━━ EXERCISE DATA ━━
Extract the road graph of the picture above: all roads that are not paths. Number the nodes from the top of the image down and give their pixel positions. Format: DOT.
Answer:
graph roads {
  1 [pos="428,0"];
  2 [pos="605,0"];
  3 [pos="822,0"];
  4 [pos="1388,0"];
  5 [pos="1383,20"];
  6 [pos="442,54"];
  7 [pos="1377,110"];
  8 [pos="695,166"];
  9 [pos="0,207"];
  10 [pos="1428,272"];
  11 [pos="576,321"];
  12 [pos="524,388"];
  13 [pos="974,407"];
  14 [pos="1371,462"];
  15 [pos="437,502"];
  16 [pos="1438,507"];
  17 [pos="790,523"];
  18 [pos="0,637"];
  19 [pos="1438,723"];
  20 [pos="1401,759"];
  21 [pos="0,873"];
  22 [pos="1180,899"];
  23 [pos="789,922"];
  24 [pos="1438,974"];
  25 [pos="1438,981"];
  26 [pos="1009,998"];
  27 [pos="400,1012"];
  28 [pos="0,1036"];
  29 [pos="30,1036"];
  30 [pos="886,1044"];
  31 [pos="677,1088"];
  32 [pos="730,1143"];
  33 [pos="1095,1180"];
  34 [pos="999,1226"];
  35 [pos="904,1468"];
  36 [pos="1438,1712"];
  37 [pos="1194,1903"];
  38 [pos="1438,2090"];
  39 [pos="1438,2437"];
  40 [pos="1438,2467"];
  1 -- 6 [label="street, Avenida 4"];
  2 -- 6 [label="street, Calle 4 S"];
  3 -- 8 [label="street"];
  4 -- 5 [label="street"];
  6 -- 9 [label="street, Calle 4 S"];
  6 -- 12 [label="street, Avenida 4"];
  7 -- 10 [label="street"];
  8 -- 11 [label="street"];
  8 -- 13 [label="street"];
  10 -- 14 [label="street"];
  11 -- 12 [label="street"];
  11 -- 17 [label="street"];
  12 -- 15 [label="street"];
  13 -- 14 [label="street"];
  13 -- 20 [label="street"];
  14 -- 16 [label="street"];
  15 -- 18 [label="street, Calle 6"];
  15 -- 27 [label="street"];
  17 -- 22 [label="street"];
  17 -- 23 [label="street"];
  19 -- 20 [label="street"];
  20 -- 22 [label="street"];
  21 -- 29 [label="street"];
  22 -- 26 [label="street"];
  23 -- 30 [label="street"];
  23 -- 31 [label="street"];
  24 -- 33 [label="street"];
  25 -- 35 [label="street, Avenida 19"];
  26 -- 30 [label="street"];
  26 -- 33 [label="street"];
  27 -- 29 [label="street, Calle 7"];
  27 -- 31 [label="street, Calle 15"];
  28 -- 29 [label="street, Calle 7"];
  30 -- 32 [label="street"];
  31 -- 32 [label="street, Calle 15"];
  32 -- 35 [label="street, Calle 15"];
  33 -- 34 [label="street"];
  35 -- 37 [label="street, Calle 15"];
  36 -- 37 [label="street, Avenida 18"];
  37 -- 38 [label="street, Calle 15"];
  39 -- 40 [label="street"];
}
━━━
The lines that contain the word "Avenida" are wanted; copy each of them from the records.

  1 -- 6 [label="street, Avenida 4"];
  6 -- 12 [label="street, Avenida 4"];
  25 -- 35 [label="street, Avenida 19"];
  36 -- 37 [label="street, Avenida 18"];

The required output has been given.